In her written opinion, Judge Bessen agreed with plaintiffs and denied the motion to dismiss. She noted that, while many of the elements of strict liability and negligence are the same, such as the existence of a defect and the requirement of proximate cause, “despite their general similarity, it does not appear that [negligent design] cases have the sale of the product as an essential element.”

The judge continued, “The problem that this Court faces is that no one in Georgia appears to have directly addressed the issue in the context of a negligence claim, and this Court is left with nothing more than dicta and speculation, which is hardly a basis for dismissal under any set of facts. Furthermore, all of the cases cited by Defendant relate to strict liability claims, which are governed by a statute that expressly mentions a sale and which are strictly construed. None of these are actually on point with the issue at bar.  Based above cited case law, this Court finds that the law is uncertain and there is no way for this Court to determine, at this time, that Plaintiffs could not recover under their allegations as a matter of law.” 

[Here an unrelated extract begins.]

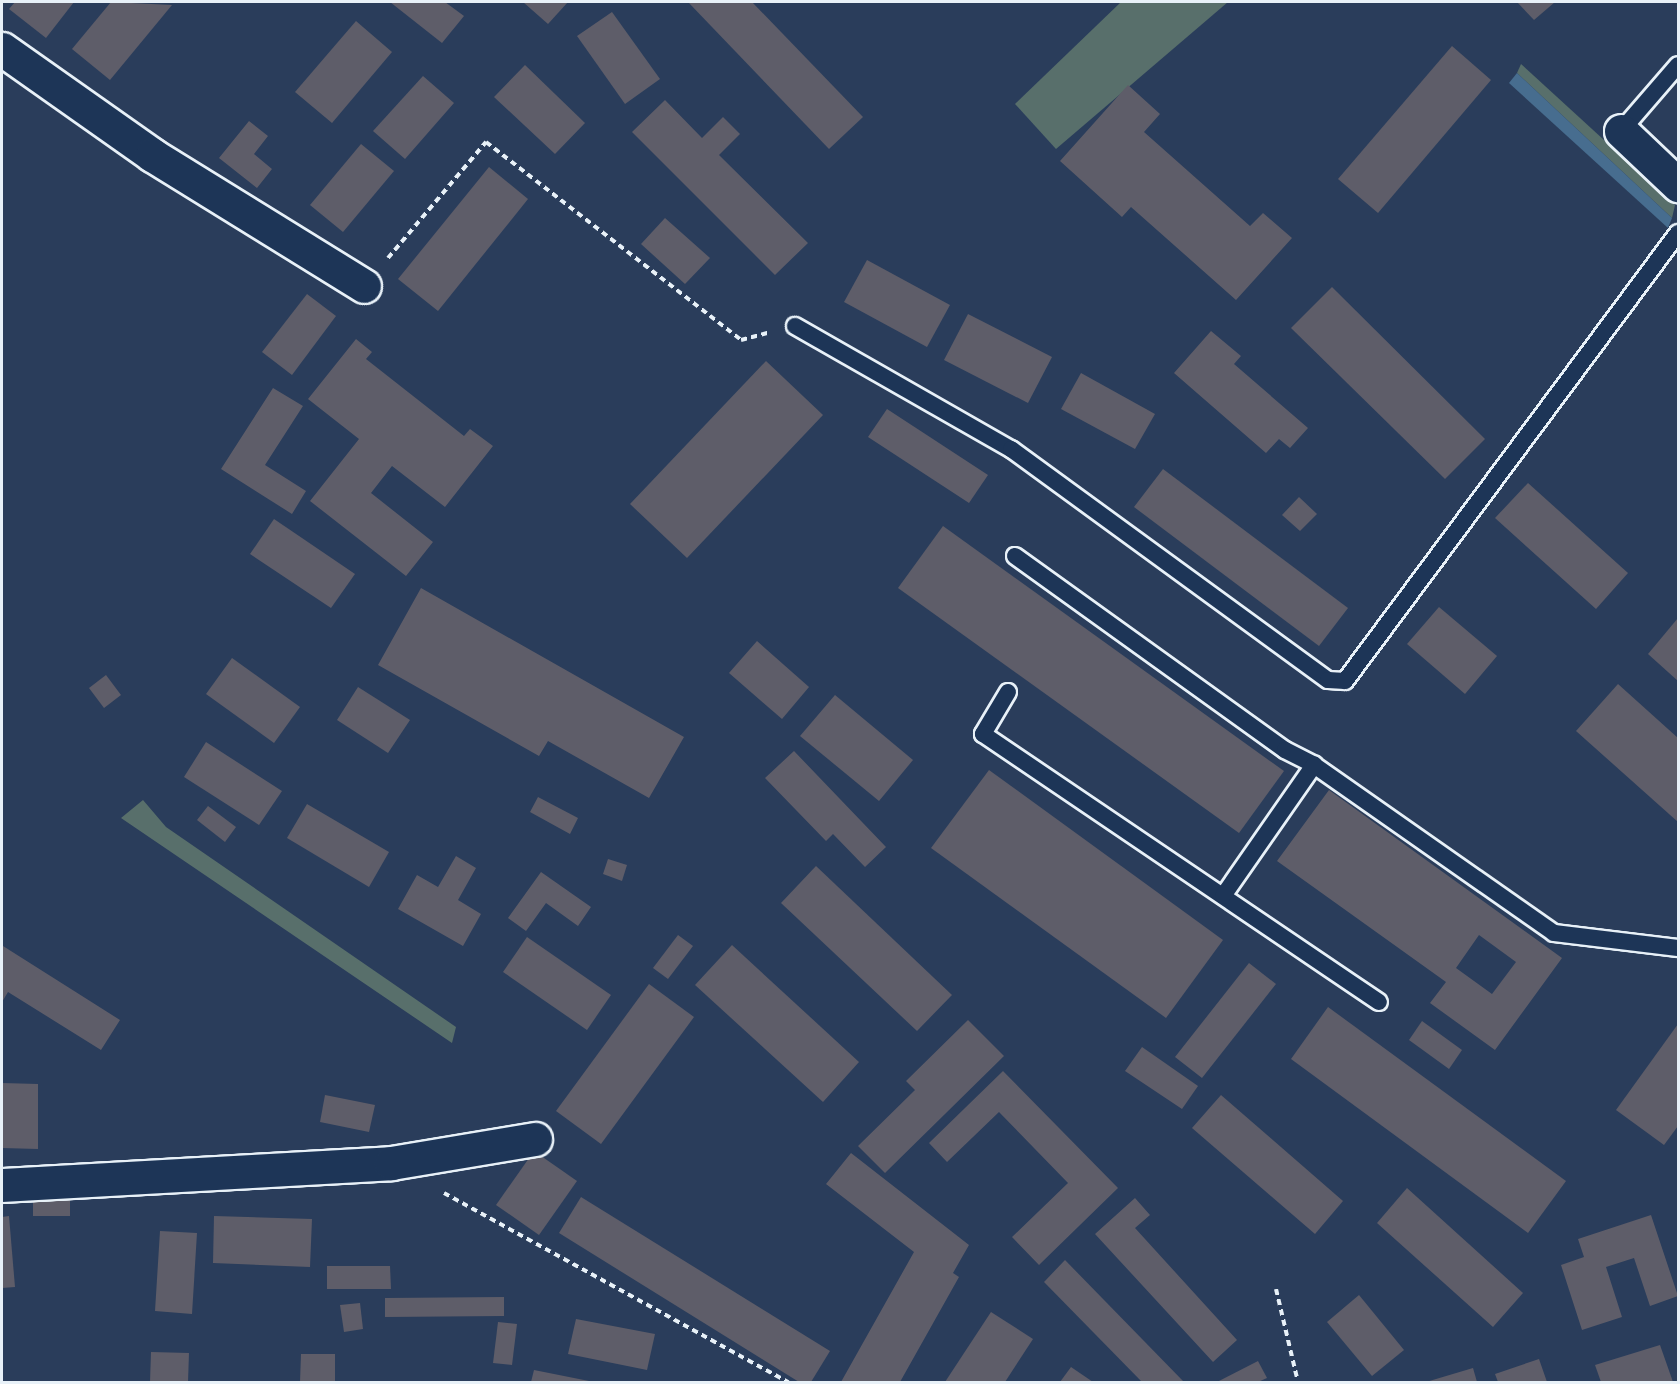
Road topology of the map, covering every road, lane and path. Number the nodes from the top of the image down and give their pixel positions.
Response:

 Judge Bessen’s ruling had a considerable practical effect, especially after the jury returned a verdict in favor of the plaintiffs on both their premises liability (for which the defense conceded liability prior to trial) and their product liability claims and returned a verdict of over $29 million in compensatory damages. Plaintiffs had also asked for punitive damages, and under O.C.G.A. § 51-12-5.1, the $250,000 statutory cap on punitive damages does not apply to cases arising under product liability. Faced with the prospect of a potentially large punitive damage verdict, the defense agreed to a confidential settlement with plaintiffs before testimony could be heard on the issue of punitive damages.